Wintry weather slows down growth
The heavy snow led to slower output growth among private firms in the majority of regions in England during December, research indicated today.
The severe winter weather contributed to companies in six out of the nine English regions posting weaker rises in business activity during the month, according to Lloyds TSB. Its report said the slowdown was centred on the service sector, with a number of companies saying the bad weather had an adverse impact on demand at the end of 2010.
But the manufacturing sector continued to see a strong recovery during December, helping the West Midlands top the regional growth table for the first time since September 2007. At the other end of the scale, the weakest performing regions were the North West and South East, where business activity increased only marginally during the month.
John Maltby, managing director of Lloyds TSB Commercial, said: "Heavy snowfall had a substantial impact on regional business activity at the end of 2010, with the latest Purchasing Managers' Index (PMI) data suggesting that adverse weather conditions had a particularly disruptive impact on the service sector.
"Overall, the latest PMI figures indicate that regional business activity proved resilient in the final months of 2010, which will provide encouragement to SMEs looking to expand their businesses during the year ahead."
Lloyds TSB questioned 1,200 private manufacturing and service sector companies during December.

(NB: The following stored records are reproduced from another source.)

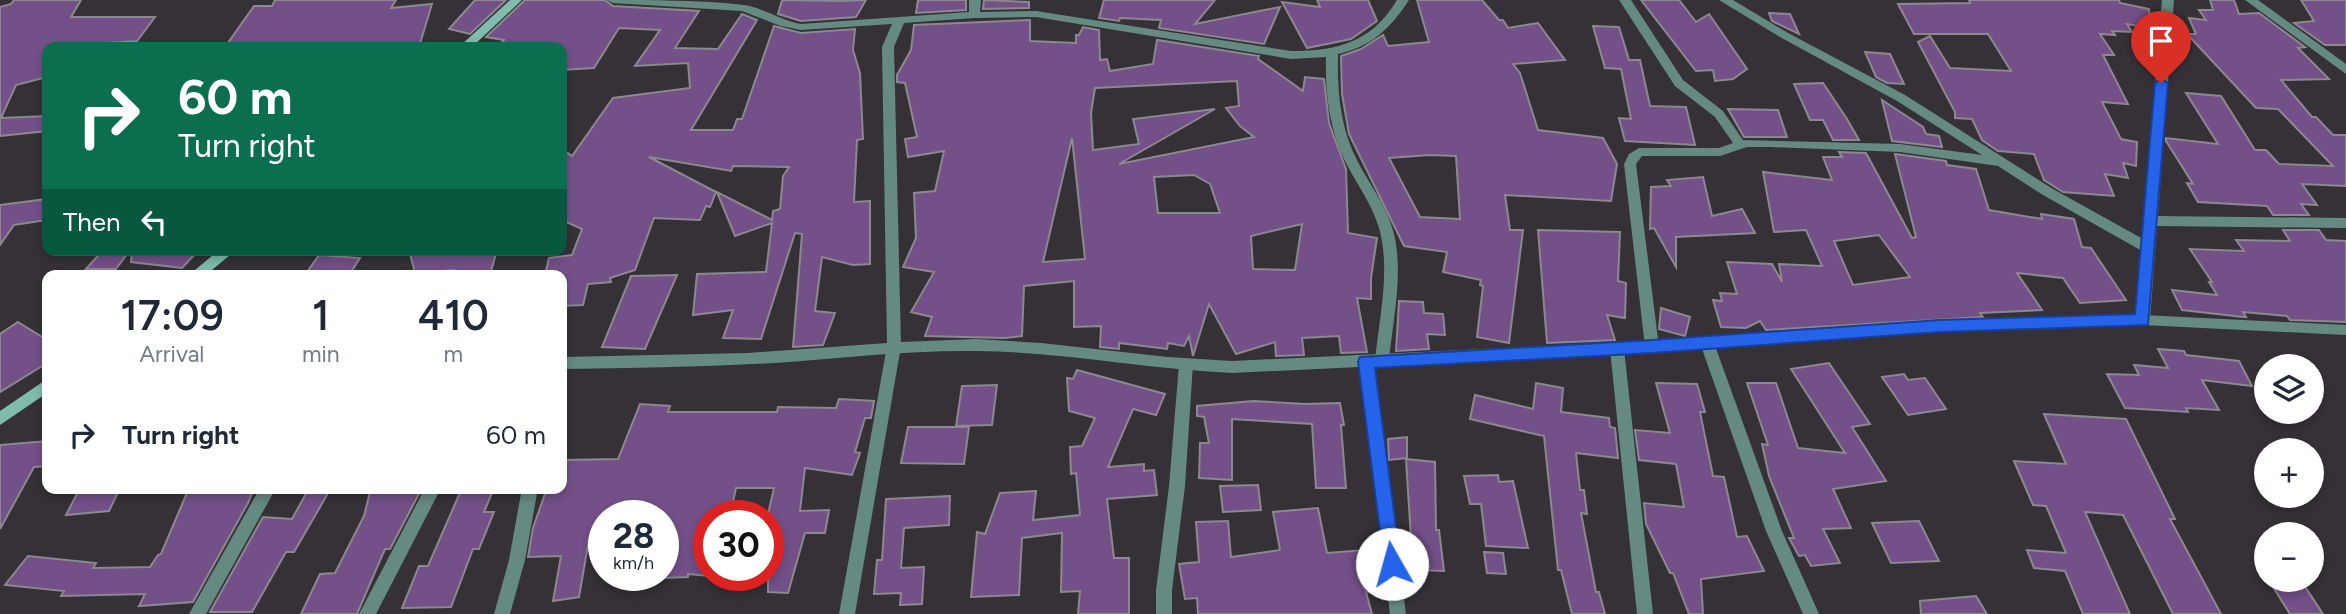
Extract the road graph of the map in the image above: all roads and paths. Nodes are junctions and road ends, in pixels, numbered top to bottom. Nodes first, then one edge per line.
1 (516, 0) edge
2 (613, 0) edge
3 (975, 0) edge
4 (1403, 0) edge
5 (1625, 0) edge
6 (1725, 0) edge
7 (2168, 0) edge
8 (2251, 0) edge
9 (974, 15) junction
10 (898, 21) junction
11 (470, 42) edge
12 (1332, 53) junction
13 (2346, 70) edge
14 (1740, 144) junction
15 (1998, 162) junction
16 (2150, 221) junction
17 (2346, 223) edge
18 (2148, 248) junction
19 (221, 256) edge
20 (203, 270) edge
21 (2143, 320) junction
22 (2346, 330) edge
23 (1707, 343) junction
24 (894, 346) junction
25 (1652, 347) junction
26 (1617, 349) junction
27 (1374, 361) junction
28 (567, 363) edge
29 (1186, 365) junction
30 (42, 389) edge
31 (0, 419) edge
32 (265, 494) edge
33 (430, 494) edge
34 (529, 494) edge
35 (197, 614) edge
36 (367, 614) edge
37 (502, 614) edge
38 (847, 614) edge
39 (1164, 614) edge
40 (1398, 614) edge
41 (1645, 614) edge
42 (1811, 614) edge

1 - 11 main road
2 - 10 street
3 - 9 street
4 - 12 street
5 - 14 street
6 - 15 street
7 - 16 street
8 - 13 street
9 - 10 street
9 - 12 street
10 - 24 street
12 - 27 street
14 - 15 street
14 - 25 street
15 - 18 street
16 - 17 street
16 - 18 street
18 - 21 street
19 - 20 main road
21 - 22 street
21 - 23 street
23 - 25 street
23 - 42 street
24 - 28 street
24 - 29 street
24 - 38 street
25 - 26 street
26 - 27 street
26 - 41 street
27 - 29 street
27 - 40 street
29 - 39 street
30 - 31 main road
32 - 35 street
33 - 36 street
34 - 37 street

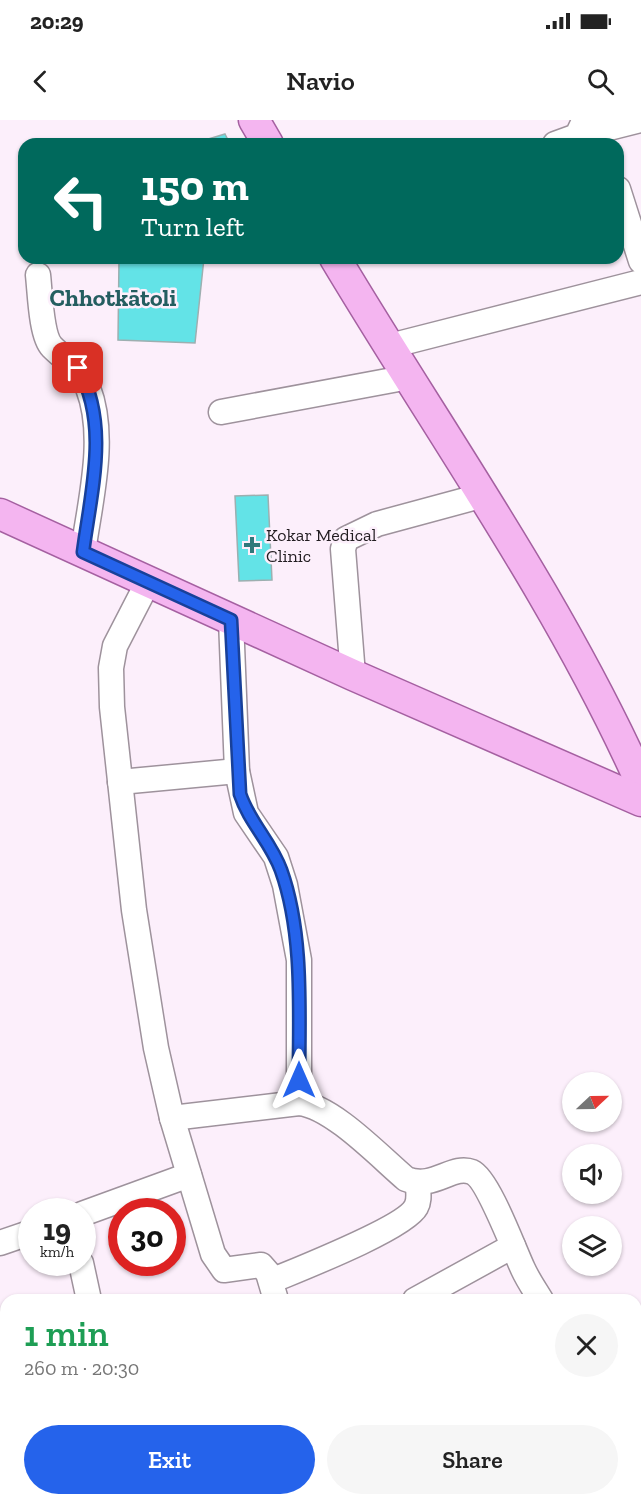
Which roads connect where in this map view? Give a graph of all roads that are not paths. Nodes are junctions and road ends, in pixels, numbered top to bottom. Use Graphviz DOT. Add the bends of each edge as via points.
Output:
graph roads {
  1 [pos="254,120"];
  2 [pos="640,120"];
  3 [pos="584,135"];
  4 [pos="264,138"];
  5 [pos="624,208"];
  6 [pos="641,261"];
  7 [pos="339,264"];
  8 [pos="38,275"];
  9 [pos="641,282"];
  10 [pos="390,346"];
  11 [pos="409,377"];
  12 [pos="220,412"];
  13 [pos="484,495"];
  14 [pos="0,513"];
  15 [pos="83,552"];
  16 [pos="148,582"];
  17 [pos="231,620"];
  18 [pos="353,675"];
  19 [pos="237,771"];
  20 [pos="120,783"];
  21 [pos="641,783"];
  22 [pos="641,801"];
  23 [pos="299,1103"];
  24 [pos="172,1118"];
  25 [pos="189,1175"];
  26 [pos="418,1184"];
  27 [pos="96,1209"];
  28 [pos="18,1237"];
  29 [pos="0,1244"];
  30 [pos="513,1246"];
  31 [pos="84,1276"];
  32 [pos="273,1291"];
  33 [pos="88,1294"];
  34 [pos="426,1294"];
  35 [pos="538,1294"];
  1 -- 4 [label="main road"];
  2 -- 3 [label="street"];
  5 -- 6 [label="street"];
  7 -- 10 [label="main road"];
  8 -- 15 [label="street" via="46,335 51,346 78,368 96,419"];
  9 -- 10 [label="street"];
  10 -- 11 [label="main road"];
  11 -- 12 [label="street"];
  11 -- 13 [label="main road"];
  13 -- 18 [label="street" via="377,524 346,539 343,549"];
  13 -- 21 [label="main road" via="609,713"];
  14 -- 15 [label="main road"];
  15 -- 16 [label="main road"];
  16 -- 17 [label="main road"];
  16 -- 20 [label="street" via="115,646 111,668"];
  17 -- 18 [label="main road"];
  17 -- 19 [label="street"];
  18 -- 22 [label="main road"];
  19 -- 20 [label="street"];
  19 -- 23 [label="street" via="246,813 276,857 285,885 298,960"];
  20 -- 24 [label="street" via="134,909 156,1048"];
  23 -- 24 [label="street"];
  23 -- 26 [label="street" via="311,1104 331,1117 406,1179"];
  24 -- 25 [label="street"];
  25 -- 27 [label="street"];
  25 -- 32 [label="street" via="218,1263 224,1270 261,1265"];
  26 -- 30 [label="street" via="458,1171 471,1171 492,1200"];
  26 -- 32 [label="street" via="419,1200 408,1216"];
  28 -- 29 [label="street"];
  30 -- 34 [label="street"];
  30 -- 35 [label="street"];
  31 -- 33 [label="street"];
}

The group said despite the bad weather, there were increased levels of business activity and incoming new work across all the English regions, suggesting the recovery in private sector business conditions remained on track at the end of the year.
Jobs growth was also recorded in all English regions outside of London and the South East, driven by rising workloads and stronger underlying demand. Yorkshire and the Humber and the North East saw the biggest increase in employment, partly due to the manufacturing-led recovery in these areas.
But inflationary pressures intensified in December, with higher fuel and raw material prices increasing costs.